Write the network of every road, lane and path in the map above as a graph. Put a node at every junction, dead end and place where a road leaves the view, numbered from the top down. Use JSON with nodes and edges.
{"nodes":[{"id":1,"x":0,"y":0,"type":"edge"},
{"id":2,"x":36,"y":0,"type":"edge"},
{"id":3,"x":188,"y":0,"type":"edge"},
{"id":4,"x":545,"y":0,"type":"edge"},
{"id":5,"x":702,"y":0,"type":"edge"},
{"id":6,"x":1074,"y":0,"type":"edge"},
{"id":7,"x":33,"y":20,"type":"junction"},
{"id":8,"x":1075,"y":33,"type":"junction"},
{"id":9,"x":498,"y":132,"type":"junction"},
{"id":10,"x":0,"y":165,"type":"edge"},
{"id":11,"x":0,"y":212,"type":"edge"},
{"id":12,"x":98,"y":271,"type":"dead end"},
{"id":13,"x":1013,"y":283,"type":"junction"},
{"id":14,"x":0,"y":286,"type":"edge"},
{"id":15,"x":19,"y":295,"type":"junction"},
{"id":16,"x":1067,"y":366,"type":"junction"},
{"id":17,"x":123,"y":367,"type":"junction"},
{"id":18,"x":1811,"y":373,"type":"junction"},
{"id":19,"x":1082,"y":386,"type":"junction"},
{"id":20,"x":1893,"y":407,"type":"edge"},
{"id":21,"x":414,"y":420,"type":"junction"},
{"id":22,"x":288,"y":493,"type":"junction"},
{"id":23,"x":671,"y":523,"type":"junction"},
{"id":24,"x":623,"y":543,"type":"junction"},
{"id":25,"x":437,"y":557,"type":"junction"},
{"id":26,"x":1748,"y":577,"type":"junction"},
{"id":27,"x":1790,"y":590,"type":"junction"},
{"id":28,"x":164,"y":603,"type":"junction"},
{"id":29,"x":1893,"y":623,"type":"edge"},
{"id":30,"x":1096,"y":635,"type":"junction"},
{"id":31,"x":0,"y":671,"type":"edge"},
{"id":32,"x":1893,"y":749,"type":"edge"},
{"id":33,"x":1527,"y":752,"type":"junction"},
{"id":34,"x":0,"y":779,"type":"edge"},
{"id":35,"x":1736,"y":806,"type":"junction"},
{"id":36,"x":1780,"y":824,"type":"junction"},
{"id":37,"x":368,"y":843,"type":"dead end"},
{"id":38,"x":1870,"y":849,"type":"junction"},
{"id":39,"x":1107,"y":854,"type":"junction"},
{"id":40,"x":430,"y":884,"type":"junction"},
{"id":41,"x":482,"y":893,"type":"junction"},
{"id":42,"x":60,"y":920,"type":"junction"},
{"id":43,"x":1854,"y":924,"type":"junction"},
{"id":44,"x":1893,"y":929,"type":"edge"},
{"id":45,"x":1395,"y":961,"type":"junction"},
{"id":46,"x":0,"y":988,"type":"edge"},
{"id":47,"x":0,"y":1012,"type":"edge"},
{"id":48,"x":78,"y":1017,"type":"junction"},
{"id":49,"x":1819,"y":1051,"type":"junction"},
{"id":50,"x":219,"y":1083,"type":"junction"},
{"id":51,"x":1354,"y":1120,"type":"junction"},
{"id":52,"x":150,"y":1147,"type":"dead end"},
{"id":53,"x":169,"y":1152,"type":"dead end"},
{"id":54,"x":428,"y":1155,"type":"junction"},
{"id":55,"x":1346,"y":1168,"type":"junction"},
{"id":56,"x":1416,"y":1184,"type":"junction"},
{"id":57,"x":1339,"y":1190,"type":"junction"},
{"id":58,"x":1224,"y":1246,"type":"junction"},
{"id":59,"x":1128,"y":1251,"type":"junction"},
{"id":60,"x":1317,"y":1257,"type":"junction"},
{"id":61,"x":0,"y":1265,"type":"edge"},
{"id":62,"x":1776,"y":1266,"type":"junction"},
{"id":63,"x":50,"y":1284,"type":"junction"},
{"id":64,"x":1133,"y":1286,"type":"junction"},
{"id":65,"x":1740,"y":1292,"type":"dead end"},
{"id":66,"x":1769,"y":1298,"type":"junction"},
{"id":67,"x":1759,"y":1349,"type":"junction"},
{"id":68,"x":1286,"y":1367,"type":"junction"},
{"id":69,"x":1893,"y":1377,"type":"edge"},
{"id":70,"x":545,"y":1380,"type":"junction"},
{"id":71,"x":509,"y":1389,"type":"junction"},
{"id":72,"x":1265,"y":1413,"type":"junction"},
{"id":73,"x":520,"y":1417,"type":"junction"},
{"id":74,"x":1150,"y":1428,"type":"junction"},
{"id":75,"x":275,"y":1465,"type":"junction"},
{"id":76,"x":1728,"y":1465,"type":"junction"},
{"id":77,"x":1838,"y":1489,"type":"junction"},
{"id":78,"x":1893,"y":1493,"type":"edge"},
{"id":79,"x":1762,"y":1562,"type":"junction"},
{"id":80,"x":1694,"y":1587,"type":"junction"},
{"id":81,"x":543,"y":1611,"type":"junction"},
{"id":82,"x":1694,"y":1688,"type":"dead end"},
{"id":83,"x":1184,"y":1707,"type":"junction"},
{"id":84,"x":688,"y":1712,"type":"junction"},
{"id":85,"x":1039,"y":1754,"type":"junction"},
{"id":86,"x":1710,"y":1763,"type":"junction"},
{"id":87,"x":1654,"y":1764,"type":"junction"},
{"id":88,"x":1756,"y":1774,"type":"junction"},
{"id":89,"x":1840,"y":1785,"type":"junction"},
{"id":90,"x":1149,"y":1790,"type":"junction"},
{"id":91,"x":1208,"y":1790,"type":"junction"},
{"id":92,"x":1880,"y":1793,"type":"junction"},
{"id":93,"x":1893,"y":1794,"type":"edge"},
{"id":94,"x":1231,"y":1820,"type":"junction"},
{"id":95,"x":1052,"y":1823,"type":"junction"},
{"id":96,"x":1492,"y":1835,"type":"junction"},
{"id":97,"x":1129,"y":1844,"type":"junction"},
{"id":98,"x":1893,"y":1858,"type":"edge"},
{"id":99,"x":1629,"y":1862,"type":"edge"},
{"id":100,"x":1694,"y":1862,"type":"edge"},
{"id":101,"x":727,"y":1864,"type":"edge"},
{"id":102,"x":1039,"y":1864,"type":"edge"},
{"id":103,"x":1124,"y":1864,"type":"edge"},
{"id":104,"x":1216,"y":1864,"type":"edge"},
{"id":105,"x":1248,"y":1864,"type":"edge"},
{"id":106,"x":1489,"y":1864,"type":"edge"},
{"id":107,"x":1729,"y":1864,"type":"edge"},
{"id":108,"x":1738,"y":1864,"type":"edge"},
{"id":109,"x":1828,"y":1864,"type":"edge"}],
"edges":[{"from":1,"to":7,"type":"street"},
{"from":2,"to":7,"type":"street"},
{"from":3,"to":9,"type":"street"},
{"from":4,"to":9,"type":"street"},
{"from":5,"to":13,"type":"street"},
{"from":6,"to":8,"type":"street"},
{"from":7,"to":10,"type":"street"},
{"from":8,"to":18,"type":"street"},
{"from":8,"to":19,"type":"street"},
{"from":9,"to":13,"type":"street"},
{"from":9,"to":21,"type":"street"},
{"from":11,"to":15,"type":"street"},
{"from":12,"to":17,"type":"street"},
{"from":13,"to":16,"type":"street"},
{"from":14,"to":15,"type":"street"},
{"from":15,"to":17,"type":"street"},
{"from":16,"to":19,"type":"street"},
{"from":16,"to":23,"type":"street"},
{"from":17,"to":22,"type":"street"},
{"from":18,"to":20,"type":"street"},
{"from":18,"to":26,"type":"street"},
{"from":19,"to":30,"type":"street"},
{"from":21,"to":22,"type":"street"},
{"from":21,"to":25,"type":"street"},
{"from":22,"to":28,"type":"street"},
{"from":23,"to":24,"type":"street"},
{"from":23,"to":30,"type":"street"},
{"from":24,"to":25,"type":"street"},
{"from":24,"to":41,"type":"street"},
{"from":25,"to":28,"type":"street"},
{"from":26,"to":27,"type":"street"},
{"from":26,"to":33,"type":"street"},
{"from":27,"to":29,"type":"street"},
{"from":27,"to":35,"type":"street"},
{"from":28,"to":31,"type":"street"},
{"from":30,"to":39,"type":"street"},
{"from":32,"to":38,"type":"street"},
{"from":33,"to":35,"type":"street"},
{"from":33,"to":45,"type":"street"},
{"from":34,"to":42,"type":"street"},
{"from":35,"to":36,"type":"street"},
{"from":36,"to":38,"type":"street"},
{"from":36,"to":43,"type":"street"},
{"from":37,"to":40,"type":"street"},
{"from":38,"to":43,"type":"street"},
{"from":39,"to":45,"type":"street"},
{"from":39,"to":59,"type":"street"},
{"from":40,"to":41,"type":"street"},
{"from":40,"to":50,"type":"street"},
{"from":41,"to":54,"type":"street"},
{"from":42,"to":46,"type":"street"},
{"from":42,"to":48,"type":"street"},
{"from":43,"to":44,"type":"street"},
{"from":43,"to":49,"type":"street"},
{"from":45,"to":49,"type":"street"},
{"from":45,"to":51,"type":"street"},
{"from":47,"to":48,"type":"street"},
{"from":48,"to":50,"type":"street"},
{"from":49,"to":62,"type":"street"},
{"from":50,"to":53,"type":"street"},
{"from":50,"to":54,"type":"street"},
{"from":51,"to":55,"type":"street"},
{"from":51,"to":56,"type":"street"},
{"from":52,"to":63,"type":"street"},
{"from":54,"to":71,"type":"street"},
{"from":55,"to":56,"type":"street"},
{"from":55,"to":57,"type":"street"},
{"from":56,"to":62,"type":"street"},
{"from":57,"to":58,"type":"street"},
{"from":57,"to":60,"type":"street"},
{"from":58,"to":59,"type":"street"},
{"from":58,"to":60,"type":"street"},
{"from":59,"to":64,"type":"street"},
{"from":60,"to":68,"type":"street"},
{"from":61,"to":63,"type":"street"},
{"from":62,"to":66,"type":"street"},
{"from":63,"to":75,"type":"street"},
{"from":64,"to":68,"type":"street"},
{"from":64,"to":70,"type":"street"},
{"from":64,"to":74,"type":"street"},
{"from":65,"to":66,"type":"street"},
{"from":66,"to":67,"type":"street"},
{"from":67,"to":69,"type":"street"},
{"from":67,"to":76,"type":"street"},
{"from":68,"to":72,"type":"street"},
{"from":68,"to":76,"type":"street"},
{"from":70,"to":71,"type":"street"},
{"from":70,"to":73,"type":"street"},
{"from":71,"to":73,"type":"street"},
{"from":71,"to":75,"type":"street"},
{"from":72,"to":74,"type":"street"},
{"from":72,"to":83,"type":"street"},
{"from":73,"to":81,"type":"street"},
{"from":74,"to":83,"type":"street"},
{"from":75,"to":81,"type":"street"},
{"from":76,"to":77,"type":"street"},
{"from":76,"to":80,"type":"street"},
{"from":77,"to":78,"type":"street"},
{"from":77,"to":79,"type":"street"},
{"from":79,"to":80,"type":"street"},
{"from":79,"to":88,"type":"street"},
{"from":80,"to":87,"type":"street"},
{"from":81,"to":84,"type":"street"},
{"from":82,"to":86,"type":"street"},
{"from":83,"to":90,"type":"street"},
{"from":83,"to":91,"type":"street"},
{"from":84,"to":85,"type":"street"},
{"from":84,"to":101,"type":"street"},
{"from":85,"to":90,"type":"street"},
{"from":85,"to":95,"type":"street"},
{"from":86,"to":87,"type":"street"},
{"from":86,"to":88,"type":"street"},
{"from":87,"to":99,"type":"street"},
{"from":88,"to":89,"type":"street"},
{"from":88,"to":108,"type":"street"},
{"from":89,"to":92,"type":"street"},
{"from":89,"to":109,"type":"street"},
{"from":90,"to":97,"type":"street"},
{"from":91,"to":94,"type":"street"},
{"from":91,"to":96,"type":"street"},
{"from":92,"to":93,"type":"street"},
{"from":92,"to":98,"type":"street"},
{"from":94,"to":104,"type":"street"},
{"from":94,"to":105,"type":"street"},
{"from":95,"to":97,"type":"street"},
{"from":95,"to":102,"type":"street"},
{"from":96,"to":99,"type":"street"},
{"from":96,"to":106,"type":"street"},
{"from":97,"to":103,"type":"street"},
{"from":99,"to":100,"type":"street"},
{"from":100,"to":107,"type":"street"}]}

# Task objective
The answer must consist of every line from the entries above that contains "nodes".

# Solution for this exercise
Write the network of every road, lane and path in the map above as a graph. Put a node at every junction, dead end and place where a road leaves the view, numbered from the top down. Use JSON with nodes and edges.
{"nodes":[{"id":1,"x":0,"y":0,"type":"edge"},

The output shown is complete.